Print the lines that start the entries and continue through the one holding "0 #bfbbaf) drop-shadow(-2px", please, exactly and with the pictures omitted.
------------------------------------------------------------
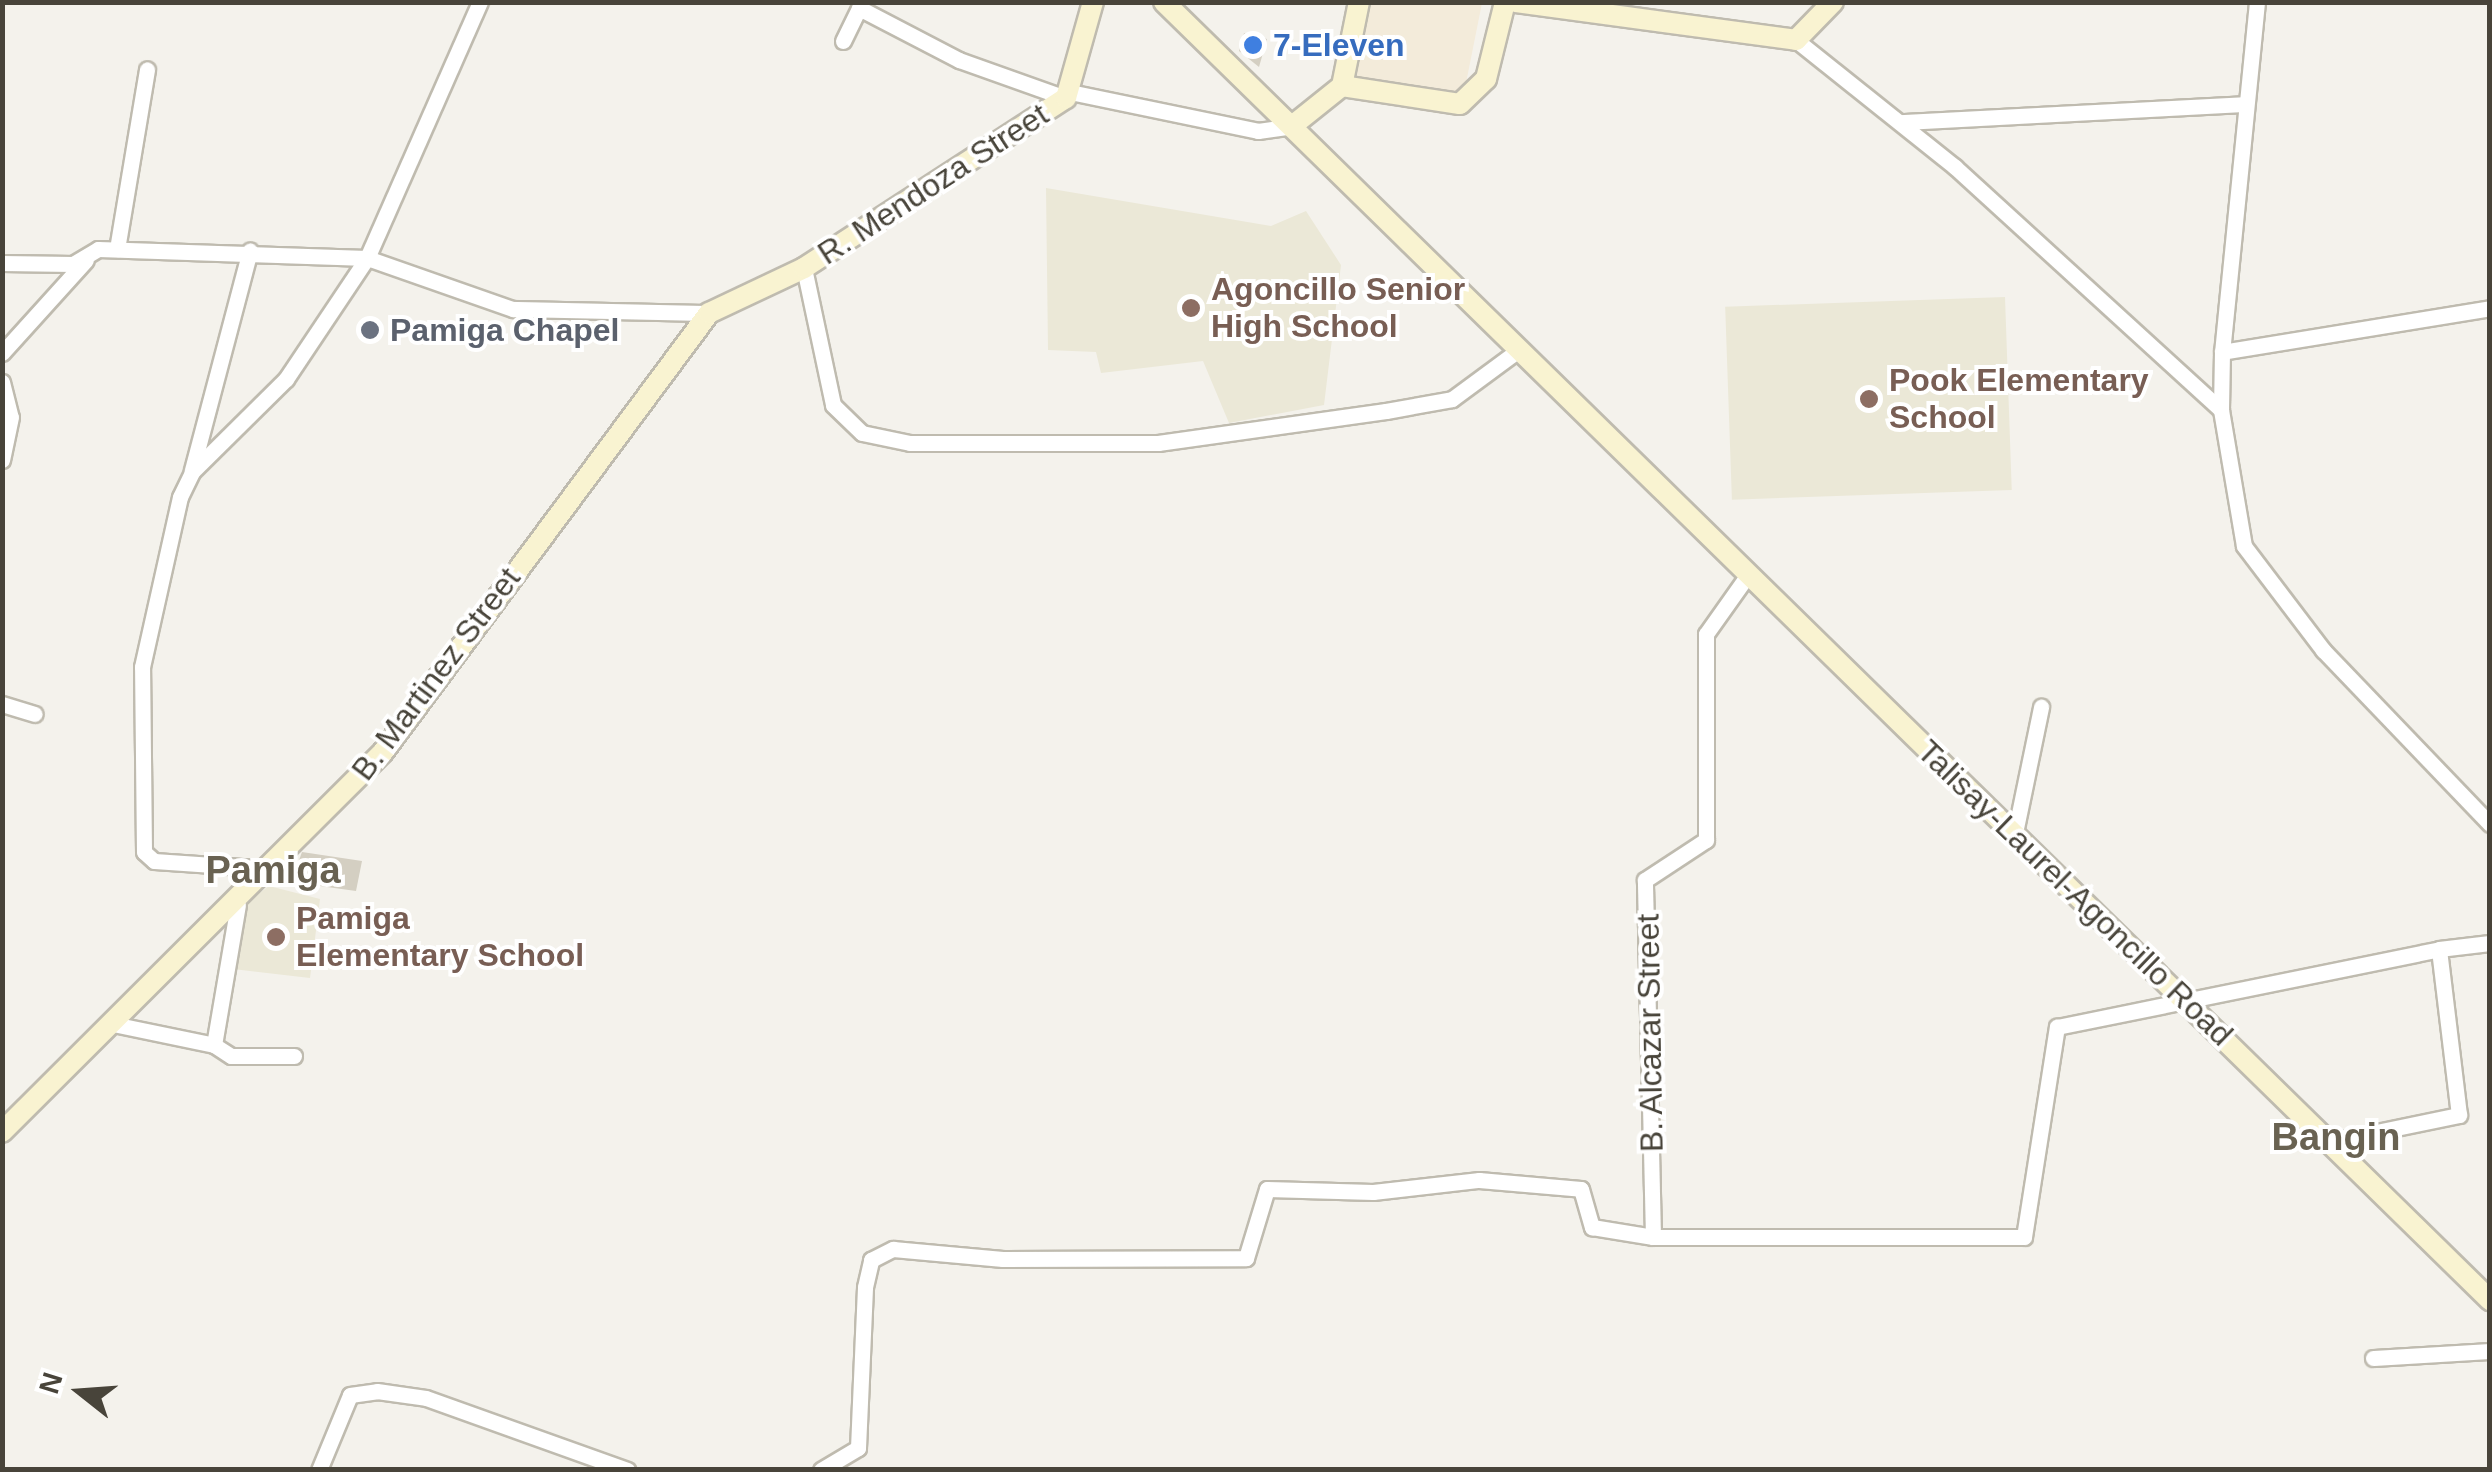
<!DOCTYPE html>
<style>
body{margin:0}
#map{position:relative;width:2492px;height:1472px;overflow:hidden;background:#f4f2ec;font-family:Arial,sans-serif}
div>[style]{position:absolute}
.commercial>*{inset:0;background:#f3ebda}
.education>*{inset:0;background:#ebe8d7;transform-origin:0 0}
.building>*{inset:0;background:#d4cfc2}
.roads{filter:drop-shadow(2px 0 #bfbbaf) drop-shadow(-2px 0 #bfbbaf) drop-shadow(0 2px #bfbbaf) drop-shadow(0 -2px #bfbbaf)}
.street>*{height:15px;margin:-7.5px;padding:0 7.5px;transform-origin:7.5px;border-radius:7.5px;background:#fff}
.secondary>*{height:20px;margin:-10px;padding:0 10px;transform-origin:10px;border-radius:10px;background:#f9f3d1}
.dots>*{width:28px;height:28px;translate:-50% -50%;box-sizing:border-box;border:5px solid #fff;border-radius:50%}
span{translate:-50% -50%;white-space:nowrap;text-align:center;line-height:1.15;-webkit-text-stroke:8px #fff;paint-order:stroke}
.shop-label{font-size:32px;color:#366cbe;font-weight:700}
.left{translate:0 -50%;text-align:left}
.street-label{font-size:32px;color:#48443a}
.education-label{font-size:32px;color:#785e54;font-weight:700}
.worship-label{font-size:32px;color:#5b616d;font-weight:700}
.quarter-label{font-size:38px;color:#696252;font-weight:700}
.frame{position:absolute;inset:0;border:5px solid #48443a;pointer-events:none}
.north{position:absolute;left:30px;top:1342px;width:100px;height:100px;-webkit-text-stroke:8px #fff;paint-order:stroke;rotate:287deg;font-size:28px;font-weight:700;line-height:40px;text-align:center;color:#48443a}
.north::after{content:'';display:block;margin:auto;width:35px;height:45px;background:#48443a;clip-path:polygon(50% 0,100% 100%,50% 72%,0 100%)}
</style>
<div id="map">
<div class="commercial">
<i style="clip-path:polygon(1368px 3px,1482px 3px,1463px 98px,1353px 81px)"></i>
</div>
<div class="education">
<i style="clip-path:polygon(1046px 188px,1271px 226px,1306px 211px,1341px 265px,1324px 405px,1229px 423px,1203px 361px,1101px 373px,1096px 352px,1048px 350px)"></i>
<i style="left:2005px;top:297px;width:193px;height:280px;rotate:88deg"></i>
<i style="clip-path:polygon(269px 886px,320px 899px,310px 978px,233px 969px,243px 905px)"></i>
</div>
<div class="building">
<i style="clip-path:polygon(1244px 33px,1267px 39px,1259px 67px,1239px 51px)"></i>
<i style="clip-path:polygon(302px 852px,362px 861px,356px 891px,291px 882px)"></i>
</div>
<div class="roads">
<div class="street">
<i style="left:2257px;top:2px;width:352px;rotate:95.7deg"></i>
<i style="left:2222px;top:352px;width:58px;rotate:91deg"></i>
<i style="left:2221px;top:410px;width:138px;rotate:80.4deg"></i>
<i style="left:2244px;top:546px;width:131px;rotate:52.8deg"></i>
<i style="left:2323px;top:650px;width:241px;rotate:46.2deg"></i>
<i style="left:1796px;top:40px;width:203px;rotate:38.6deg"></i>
<i style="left:1955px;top:167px;width:360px;rotate:42.4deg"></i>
<i style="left:843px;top:41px;width:37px;rotate:-64deg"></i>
<i style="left:859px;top:8px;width:113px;rotate:27.5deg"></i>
<i style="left:959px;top:60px;width:114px;rotate:19.6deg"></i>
<i style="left:1070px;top:92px;width:192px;rotate:11.7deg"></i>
<i style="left:1258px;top:131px;width:34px;rotate:-8deg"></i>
<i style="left:1902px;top:122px;width:339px;rotate:-3deg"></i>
<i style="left:117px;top:249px;width:182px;rotate:-80.5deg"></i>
<i style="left:2px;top:263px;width:71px;rotate:0.8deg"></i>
<i style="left:73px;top:264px;width:29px;rotate:-31deg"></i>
<i style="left:98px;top:249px;width:269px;rotate:1.9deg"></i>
<i style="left:367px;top:258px;width:155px;rotate:19.3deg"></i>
<i style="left:513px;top:309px;width:196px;rotate:1.2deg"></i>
<i style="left:804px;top:268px;width:140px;rotate:78deg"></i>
<i style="left:833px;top:405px;width:40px;rotate:44deg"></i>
<i style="left:862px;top:433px;width:49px;rotate:11.8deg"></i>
<i style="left:910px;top:443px;width:248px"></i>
<i style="left:1158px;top:443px;width:230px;rotate:-8deg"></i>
<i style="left:1386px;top:411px;width:67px;rotate:-10.3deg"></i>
<i style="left:1452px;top:399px;width:81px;rotate:-36.4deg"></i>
<i style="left:2222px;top:352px;width:272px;rotate:-9.3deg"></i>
<i style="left:2px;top:353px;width:125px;rotate:-47.9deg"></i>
<i style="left:2px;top:382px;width:36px;rotate:76deg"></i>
<i style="left:11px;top:417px;width:44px;rotate:101.8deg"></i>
<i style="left:192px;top:470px;width:227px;rotate:-75.2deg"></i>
<i style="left:2px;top:704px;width:34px;rotate:17deg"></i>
<i style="left:2015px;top:833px;width:129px;rotate:-78.3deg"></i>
<i style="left:271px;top:869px;width:117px;rotate:-176.1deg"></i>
<i style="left:154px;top:861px;width:13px;rotate:-138deg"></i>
<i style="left:144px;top:852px;width:185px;rotate:-90.6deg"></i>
<i style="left:142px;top:667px;width:174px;rotate:-77.4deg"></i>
<i style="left:180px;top:497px;width:28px;rotate:-64deg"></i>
<i style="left:192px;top:472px;width:132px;rotate:-44.7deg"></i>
<i style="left:286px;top:379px;width:146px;rotate:-56.2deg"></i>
<i style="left:367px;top:258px;width:280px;rotate:-66.2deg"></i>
<i style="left:113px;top:1024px;width:103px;rotate:11.7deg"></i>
<i style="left:214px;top:1045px;width:142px;rotate:-80.3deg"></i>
<i style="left:214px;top:1045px;width:20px;rotate:33deg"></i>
<i style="left:231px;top:1056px;width:63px"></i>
<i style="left:2333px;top:1141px;width:129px;rotate:-11.7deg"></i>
<i style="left:2459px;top:1115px;width:167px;rotate:-96.9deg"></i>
<i style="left:2439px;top:949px;width:51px;rotate:-6.7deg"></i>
<i style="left:1653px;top:1237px;width:357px;rotate:-91.3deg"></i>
<i style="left:1645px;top:880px;width:73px;rotate:-33.3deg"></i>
<i style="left:1706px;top:840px;width:206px;rotate:-90deg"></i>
<i style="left:1706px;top:634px;width:71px;rotate:-54.7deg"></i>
<i style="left:2373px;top:1358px;width:117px;rotate:-3.4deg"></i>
<i style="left:319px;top:1470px;width:81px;rotate:-67.5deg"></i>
<i style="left:350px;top:1395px;width:27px;rotate:-8deg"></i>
<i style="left:377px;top:1391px;width:49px;rotate:8.1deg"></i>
<i style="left:426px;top:1398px;width:214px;rotate:19.7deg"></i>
<i style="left:821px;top:1470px;width:43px;rotate:-30.7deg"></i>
<i style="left:858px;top:1448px;width:161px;rotate:-87.5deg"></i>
<i style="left:865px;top:1287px;width:28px;rotate:-77deg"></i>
<i style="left:871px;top:1260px;width:25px;rotate:-27deg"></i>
<i style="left:893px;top:1249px;width:110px;rotate:5.2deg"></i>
<i style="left:1003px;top:1259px;width:243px;rotate:-0.2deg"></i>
<i style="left:1246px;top:1258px;width:72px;rotate:-73.1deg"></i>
<i style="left:1267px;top:1189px;width:106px;rotate:1.6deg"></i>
<i style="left:1373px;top:1192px;width:107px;rotate:-6.5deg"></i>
<i style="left:1479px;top:1180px;width:102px;rotate:5deg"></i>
<i style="left:1581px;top:1189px;width:40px;rotate:74deg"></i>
<i style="left:1592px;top:1227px;width:62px;rotate:9.3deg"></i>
<i style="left:1653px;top:1237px;width:371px"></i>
<i style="left:2024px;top:1237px;width:213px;rotate:-81.1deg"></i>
<i style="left:2057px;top:1027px;width:390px;rotate:-11.5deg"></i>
</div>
<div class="secondary">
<i style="left:1164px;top:2px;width:1856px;rotate:44.39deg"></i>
<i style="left:1516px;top:2px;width:283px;rotate:7.7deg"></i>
<i style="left:1796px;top:40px;width:53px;rotate:-45.8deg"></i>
<i style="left:1342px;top:86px;width:119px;rotate:8.7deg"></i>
<i style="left:1460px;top:104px;width:36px;rotate:-44deg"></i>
<i style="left:1486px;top:79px;width:79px;rotate:-76.1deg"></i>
<i style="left:1292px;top:126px;width:64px;rotate:-38.7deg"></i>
<i style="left:1342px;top:86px;width:86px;rotate:-78.6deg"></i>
<i style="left:2px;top:1132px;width:538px;rotate:-44.92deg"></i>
<i style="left:383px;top:752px;width:547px;rotate:-53.4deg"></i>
<i style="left:709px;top:313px;width:105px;rotate:-25.3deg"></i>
<i style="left:804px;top:268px;width:312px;rotate:-33deg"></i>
<i style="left:1066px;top:98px;width:100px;rotate:-74.3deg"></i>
</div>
</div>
<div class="dots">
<i style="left:1253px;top:45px;background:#3f7fe0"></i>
<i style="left:1191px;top:308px;background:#8d6e63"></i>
<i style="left:370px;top:330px;background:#6b7280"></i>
<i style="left:1869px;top:399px;background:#8d6e63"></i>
<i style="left:276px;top:937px;background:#8d6e63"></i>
</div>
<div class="shop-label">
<span class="left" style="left:1273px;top:45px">7-Eleven</span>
</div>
<div class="street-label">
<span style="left:933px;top:184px;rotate:-33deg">R. Mendoza Street</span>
<span style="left:436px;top:674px;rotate:-53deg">B. Martinez Street</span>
<span style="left:2075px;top:893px;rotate:44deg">Talisay-Laurel-Agoncillo Road</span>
<span style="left:1650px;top:1033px;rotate:-91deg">B. Alcazar Street</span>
</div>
<div class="education-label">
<span class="left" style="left:1211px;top:308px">Agoncillo Senior<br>High School</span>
<span class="left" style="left:1889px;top:399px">Pook Elementary<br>School</span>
<span class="left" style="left:296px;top:937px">Pamiga<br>Elementary School</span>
</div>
<div class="worship-label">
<span class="left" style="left:390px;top:330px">Pamiga Chapel</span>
</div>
<div class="quarter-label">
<span style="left:273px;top:871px">Pamiga</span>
<span style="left:2336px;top:1138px">Bangin</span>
</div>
<div class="frame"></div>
<div class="north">N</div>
</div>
------------------------------------------------------------
SOLUTION TO THIS TASK =
<!DOCTYPE html>
<style>
body{margin:0}
#map{position:relative;width:2492px;height:1472px;overflow:hidden;background:#f4f2ec;font-family:Arial,sans-serif}
div>[style]{position:absolute}
.commercial>*{inset:0;background:#f3ebda}
.education>*{inset:0;background:#ebe8d7;transform-origin:0 0}
.building>*{inset:0;background:#d4cfc2}
.roads{filter:drop-shadow(2px 0 #bfbbaf) drop-shadow(-2px 0 #bfbbaf) drop-shadow(0 2px #bfbbaf) drop-shadow(0 -2px #bfbbaf)}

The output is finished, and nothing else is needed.